Failing to create a Will means you won’t have any control over how your assets are distributed after your demise. For non-Muslims, the distribution of assets will be entirely governed by Section 6 of the Distribution Act 1958 (Amended 1997).
Therefore, unless you are entirely satisfied with how this act dictates the distribution of your assets, it is advisable to have a Will drafted.
What Is The Requirement To Write A Valid Will In Malaysia?
In Malaysia, a person writing a Will must comply with the formalities stated in Section 5 of the Wills Act 1959, summarized as follows, in order for the Will to be valid and effective:
- the Will maker must be at least 18 years old;
- he/she must be of sound mind;
- the Will must be in writing;
- signed by the Will maker in the presence of at least 2 witnesses; and
- the 2 witnesses must then sign in the presence of each other and the Will maker.
Who Is Eligible to Serve as Witnesses for Your Will?
For your Will to be legally recognized in Malaysia, it is imperative to have a minimum of two witnesses. One of the primary roles of these witnesses is to verify that the individual creating the Will is mentally sound when the document is drafted. Ideally, your chosen witnesses should be at least 21 years old.
A Beneficiary Is Ineligible to Act as a Will Witness
An Executor, the individual responsible for executing or administering your Will and estate, can serve as a witness as long as they do not have a personal interest as a beneficiary in your Will. It’s important to note that in Malaysia, a beneficiary is prohibited from acting as a witness to your Will.
Is it Permissible for the Executor of Your Will to Also Be a Beneficiary?
Indeed, it is permissible for the designated executor to also be a beneficiary under your Will.

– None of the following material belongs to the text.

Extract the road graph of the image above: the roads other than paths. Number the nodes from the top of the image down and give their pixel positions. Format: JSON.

For example, you have the option to appoint your son as both the executor and beneficiary in your Will.
Is it Necessary to Stamp or Seal Your Will?

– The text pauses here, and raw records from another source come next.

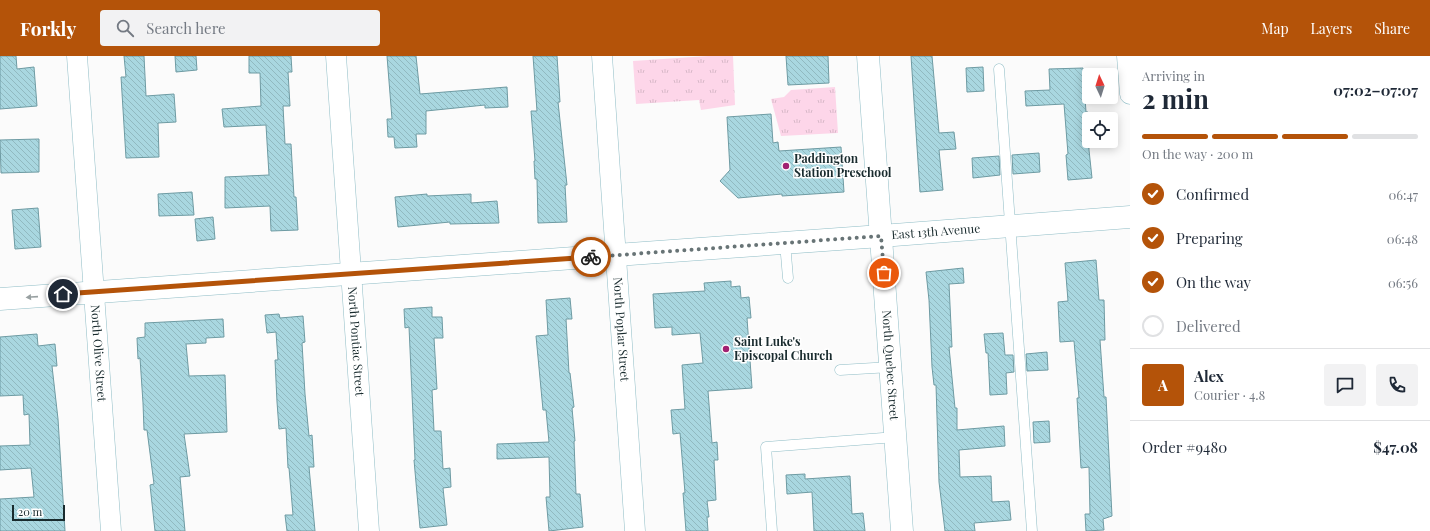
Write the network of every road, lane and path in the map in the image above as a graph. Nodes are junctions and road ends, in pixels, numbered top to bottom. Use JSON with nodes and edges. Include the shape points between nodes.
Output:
{"nodes":[{"id":1,"x":78,"y":56,"type":"edge"},
{"id":2,"x":336,"y":56,"type":"edge"},
{"id":3,"x":602,"y":56,"type":"edge"},
{"id":4,"x":868,"y":56,"type":"edge"},
{"id":5,"x":1128,"y":56,"type":"edge"},
{"id":6,"x":998,"y":69,"type":"dead end"},
{"id":7,"x":1130,"y":94,"type":"edge"},
{"id":8,"x":1130,"y":217,"type":"edge"},
{"id":9,"x":1010,"y":226,"type":"junction"},
{"id":10,"x":881,"y":236,"type":"junction"},
{"id":11,"x":785,"y":243,"type":"junction"},
{"id":12,"x":615,"y":256,"type":"junction"},
{"id":13,"x":351,"y":274,"type":"junction"},
{"id":14,"x":788,"y":278,"type":"dead end"},
{"id":15,"x":94,"y":292,"type":"junction"},
{"id":16,"x":0,"y":299,"type":"edge"},
{"id":17,"x":891,"y":367,"type":"junction"},
{"id":18,"x":840,"y":370,"type":"dead end"},
{"id":19,"x":896,"y":437,"type":"junction"},
{"id":20,"x":111,"y":531,"type":"edge"},
{"id":21,"x":369,"y":531,"type":"edge"},
{"id":22,"x":635,"y":531,"type":"edge"},
{"id":23,"x":772,"y":531,"type":"edge"},
{"id":24,"x":902,"y":531,"type":"edge"},
{"id":25,"x":1032,"y":531,"type":"edge"}],
"edges":[{"from":1,"to":15,"type":"street","name":"North Olive Street"},
{"from":2,"to":13,"type":"street","name":"North Pontiac Street"},
{"from":3,"to":12,"type":"street","name":"North Poplar Street"},
{"from":4,"to":10,"type":"main road","name":"North Quebec Street"},
{"from":5,"to":7,"type":"street"},
{"from":6,"to":9,"type":"lane"},
{"from":8,"to":9,"type":"main road","name":"East 13th Avenue"},
{"from":9,"to":10,"type":"main road","name":"East 13th Avenue"},
{"from":9,"to":25,"type":"lane"},
{"from":10,"to":11,"type":"main road","name":"East 13th Avenue"},
{"from":10,"to":17,"type":"main road","name":"North Quebec Street"},
{"from":11,"to":12,"type":"main road","name":"East 13th Avenue"},
{"from":11,"to":14,"type":"lane"},
{"from":12,"to":13,"type":"main road","name":"East 13th Avenue"},
{"from":12,"to":22,"type":"street","name":"North Poplar Street"},
{"from":13,"to":15,"type":"main road","name":"East 13th Avenue"},
{"from":13,"to":21,"type":"street","name":"North Pontiac Street"},
{"from":15,"to":16,"type":"main road","name":"East 13th Avenue","one_way":true},
{"from":15,"to":20,"type":"street","name":"North Olive Street"},
{"from":17,"to":18,"type":"lane"},
{"from":17,"to":19,"type":"main road","name":"North Quebec Street"},
{"from":19,"to":23,"type":"lane","via":[[766,447]]},
{"from":19,"to":24,"type":"main road","name":"North Quebec Street"}]}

There is no requirement for a Will to be stamped or sealed in order for it to hold validity in Malaysia.
Under What Circumstances Can Your Will Be Contested?
Your Will must be crystal clear and explicitly state your intentions, leaving no room for ambiguity or omissions that might provoke disputes.

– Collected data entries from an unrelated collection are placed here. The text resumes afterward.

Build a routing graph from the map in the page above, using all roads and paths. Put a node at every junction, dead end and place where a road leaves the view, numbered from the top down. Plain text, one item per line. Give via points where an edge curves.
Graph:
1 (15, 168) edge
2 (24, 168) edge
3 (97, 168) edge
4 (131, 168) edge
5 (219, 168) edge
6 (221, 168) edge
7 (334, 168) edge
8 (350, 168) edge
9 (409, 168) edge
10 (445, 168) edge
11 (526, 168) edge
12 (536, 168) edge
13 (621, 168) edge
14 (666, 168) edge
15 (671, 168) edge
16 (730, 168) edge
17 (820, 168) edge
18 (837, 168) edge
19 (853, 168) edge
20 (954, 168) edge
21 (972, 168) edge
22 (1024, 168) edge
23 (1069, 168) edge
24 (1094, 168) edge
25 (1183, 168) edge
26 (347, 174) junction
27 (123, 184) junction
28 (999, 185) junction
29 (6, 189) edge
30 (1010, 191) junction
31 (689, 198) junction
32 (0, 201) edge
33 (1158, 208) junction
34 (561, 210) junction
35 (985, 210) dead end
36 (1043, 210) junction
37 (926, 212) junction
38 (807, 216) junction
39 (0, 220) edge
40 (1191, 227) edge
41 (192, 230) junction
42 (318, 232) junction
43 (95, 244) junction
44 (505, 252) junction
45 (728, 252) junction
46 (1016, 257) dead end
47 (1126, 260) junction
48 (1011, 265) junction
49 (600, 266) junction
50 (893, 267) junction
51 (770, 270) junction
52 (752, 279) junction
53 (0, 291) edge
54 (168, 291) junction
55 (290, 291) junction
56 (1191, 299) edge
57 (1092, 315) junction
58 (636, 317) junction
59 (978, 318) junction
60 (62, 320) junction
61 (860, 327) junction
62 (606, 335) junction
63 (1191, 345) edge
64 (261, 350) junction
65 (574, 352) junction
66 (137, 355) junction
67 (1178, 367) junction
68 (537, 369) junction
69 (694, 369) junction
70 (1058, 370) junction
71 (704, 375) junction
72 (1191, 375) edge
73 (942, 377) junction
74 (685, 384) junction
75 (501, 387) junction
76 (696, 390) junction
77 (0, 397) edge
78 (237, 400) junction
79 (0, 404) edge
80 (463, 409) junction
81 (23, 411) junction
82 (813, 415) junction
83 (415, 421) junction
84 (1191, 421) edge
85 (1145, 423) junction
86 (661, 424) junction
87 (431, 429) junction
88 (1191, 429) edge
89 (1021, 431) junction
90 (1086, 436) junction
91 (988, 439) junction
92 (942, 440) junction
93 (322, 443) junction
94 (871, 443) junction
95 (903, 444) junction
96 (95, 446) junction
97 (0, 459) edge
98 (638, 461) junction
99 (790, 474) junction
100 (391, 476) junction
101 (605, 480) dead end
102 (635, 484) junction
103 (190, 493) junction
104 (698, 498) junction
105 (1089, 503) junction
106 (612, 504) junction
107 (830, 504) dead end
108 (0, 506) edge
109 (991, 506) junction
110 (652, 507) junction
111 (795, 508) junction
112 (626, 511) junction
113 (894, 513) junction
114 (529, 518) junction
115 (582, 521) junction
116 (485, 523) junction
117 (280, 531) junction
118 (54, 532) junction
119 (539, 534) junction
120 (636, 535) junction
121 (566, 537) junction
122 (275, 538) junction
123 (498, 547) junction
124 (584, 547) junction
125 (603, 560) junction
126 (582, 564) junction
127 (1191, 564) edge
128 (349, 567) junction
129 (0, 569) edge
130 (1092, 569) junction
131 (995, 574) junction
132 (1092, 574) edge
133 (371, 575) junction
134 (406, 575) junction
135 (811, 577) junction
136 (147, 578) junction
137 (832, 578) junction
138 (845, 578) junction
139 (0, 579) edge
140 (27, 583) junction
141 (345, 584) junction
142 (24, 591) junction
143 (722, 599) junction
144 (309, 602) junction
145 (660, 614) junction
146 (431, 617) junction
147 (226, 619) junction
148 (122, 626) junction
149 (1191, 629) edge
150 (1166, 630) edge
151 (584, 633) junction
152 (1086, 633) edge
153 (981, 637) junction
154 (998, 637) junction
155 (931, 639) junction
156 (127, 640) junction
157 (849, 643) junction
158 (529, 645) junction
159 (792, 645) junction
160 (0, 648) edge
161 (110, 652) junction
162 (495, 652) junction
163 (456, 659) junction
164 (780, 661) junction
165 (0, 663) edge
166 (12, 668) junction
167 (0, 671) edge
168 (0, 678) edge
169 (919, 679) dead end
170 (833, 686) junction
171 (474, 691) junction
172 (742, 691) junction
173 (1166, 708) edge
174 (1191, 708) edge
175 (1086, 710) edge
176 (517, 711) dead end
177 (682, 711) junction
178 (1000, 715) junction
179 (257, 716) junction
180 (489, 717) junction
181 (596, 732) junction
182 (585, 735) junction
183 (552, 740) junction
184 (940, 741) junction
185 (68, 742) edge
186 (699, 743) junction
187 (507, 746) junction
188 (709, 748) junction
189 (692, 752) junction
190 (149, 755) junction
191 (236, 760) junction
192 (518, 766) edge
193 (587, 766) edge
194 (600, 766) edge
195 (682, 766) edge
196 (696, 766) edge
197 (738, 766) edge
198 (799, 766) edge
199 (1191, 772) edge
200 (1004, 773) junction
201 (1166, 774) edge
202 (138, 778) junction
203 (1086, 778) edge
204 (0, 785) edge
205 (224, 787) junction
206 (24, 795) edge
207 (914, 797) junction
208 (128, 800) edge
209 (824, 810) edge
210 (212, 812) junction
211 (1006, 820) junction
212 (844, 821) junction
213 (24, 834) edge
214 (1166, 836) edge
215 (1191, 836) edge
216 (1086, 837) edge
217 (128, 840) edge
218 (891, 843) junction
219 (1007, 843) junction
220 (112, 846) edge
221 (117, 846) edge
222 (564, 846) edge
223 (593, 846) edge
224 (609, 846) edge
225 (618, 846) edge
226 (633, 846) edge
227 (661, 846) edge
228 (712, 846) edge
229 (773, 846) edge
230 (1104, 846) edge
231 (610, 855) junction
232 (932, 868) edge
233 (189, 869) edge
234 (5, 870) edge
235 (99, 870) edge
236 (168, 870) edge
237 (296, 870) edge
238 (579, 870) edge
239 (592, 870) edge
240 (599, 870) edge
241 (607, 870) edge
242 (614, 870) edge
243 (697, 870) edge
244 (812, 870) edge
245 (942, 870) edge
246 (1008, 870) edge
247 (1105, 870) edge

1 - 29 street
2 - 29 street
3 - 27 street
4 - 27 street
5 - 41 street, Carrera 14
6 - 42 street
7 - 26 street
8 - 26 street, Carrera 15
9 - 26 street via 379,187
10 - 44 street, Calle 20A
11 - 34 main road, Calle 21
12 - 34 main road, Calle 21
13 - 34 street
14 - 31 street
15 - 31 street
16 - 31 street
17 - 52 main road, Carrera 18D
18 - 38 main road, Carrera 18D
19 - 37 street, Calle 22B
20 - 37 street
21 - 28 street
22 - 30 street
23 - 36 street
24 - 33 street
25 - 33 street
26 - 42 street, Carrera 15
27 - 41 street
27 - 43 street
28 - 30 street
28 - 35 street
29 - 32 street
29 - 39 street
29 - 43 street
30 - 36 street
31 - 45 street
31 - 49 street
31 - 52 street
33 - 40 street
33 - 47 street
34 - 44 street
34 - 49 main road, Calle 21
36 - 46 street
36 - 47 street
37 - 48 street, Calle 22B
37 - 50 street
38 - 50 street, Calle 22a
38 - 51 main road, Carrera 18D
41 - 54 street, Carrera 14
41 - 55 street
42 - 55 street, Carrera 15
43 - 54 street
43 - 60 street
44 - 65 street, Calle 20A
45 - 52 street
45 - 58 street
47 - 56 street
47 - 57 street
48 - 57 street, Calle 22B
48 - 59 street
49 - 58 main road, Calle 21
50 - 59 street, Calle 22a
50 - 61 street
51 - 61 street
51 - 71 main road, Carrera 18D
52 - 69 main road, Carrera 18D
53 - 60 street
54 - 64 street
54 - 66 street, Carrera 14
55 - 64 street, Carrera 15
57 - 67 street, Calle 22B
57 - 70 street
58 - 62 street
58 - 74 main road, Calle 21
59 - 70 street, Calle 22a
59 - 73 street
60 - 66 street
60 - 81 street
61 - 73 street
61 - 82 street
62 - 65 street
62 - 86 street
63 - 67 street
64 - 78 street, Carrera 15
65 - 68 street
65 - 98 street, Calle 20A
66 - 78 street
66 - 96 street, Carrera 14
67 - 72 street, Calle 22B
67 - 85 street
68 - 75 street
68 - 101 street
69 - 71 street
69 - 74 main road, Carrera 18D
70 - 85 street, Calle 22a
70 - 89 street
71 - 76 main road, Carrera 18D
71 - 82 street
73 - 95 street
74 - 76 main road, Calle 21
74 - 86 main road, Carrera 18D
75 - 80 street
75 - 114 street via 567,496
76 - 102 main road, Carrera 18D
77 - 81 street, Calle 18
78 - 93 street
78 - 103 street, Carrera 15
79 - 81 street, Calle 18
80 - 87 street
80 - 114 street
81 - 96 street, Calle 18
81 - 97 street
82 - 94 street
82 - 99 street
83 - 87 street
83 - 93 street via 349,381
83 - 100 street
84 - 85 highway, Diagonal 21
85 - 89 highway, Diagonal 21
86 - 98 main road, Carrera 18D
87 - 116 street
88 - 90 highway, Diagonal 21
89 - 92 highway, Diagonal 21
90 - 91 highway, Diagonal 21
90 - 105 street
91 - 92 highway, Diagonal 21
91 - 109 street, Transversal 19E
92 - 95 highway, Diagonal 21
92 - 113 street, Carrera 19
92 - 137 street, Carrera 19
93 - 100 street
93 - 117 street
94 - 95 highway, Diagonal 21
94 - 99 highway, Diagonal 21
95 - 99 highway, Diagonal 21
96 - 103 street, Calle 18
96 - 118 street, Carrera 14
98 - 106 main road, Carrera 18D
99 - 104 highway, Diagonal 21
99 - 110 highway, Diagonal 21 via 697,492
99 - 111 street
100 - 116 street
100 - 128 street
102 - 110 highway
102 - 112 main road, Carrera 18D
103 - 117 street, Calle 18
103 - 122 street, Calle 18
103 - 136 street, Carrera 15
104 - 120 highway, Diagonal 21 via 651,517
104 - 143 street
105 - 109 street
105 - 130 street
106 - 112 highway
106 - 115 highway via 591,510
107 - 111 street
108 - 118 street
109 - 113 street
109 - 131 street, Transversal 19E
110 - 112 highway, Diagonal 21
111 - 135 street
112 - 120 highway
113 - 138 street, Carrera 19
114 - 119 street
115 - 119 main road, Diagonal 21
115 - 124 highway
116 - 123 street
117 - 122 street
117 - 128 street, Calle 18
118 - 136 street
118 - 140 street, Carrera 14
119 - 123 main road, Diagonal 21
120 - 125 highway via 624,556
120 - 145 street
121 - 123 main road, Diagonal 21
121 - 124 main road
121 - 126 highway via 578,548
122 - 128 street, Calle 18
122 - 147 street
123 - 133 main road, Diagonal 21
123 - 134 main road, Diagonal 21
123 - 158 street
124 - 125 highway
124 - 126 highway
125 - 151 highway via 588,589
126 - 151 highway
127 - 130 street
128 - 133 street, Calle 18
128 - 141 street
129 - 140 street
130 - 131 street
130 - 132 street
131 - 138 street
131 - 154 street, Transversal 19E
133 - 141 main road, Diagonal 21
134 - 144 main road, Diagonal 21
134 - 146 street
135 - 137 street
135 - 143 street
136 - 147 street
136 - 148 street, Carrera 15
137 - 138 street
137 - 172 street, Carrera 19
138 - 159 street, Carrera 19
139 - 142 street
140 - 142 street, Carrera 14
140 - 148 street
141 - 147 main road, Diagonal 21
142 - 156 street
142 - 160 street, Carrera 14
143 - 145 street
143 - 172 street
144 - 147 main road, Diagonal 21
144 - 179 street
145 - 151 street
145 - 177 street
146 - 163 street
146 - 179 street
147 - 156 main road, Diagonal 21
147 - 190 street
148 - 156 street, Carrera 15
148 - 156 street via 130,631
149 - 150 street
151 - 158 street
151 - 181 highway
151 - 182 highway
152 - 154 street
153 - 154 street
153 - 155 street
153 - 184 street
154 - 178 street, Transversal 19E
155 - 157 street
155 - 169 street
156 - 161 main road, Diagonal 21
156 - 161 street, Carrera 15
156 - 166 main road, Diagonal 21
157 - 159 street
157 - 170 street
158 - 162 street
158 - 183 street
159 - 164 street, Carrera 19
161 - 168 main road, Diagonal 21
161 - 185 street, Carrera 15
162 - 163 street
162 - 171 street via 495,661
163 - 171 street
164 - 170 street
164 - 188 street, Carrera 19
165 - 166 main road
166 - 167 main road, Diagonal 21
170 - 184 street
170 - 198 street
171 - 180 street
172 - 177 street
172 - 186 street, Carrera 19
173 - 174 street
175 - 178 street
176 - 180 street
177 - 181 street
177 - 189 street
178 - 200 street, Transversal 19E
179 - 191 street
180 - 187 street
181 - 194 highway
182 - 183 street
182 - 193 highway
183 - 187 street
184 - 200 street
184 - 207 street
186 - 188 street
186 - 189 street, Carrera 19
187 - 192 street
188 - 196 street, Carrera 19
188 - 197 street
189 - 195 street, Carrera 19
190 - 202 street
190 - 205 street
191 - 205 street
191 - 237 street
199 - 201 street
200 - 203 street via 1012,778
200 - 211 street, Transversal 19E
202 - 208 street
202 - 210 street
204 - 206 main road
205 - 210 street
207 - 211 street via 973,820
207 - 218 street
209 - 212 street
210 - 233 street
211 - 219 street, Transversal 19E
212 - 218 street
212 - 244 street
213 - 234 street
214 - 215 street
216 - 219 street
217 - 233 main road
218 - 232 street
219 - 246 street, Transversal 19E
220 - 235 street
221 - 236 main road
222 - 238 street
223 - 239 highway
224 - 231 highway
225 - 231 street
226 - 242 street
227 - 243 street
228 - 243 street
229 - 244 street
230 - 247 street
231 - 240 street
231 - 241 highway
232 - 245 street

However, whether your Will is drafted through DIY methods or by a professional, it can be contested by any “interested individuals” who have a legitimate stake and legal standing to benefit from the Will.
Common reasons for challenging a Will include:
- Allegations of a fake or forged signature of the testator.
- Claims that the testator was not of sound mind or was unduly influenced when creating the Will.
- Suspicions of unauthorized alterations to the contents of the Will.
- Improper witnessing during the execution of the Will, not done in the presence of the testator.
- The existence of a more recent Will that supersedes the older one.
If an interested party successfully challenges a Will, the court may declare it invalid. In such a scenario, the estate’s distribution will be conducted in accordance with the provisions of the Distribution Act of 1958.
Conclusion
In conclusion, the key takeaway is to resort to a DIY Will only when your wishes are straightforward, and your financial matters are uncomplicated. However, for maximum safety and assurance, it is advisable to seek the guidance of a lawyer. A legal professional can verify that your Will aligns with all statutory requirements, safeguarding both your interests and those of your loved ones, ensuring alignment with your specific wishes.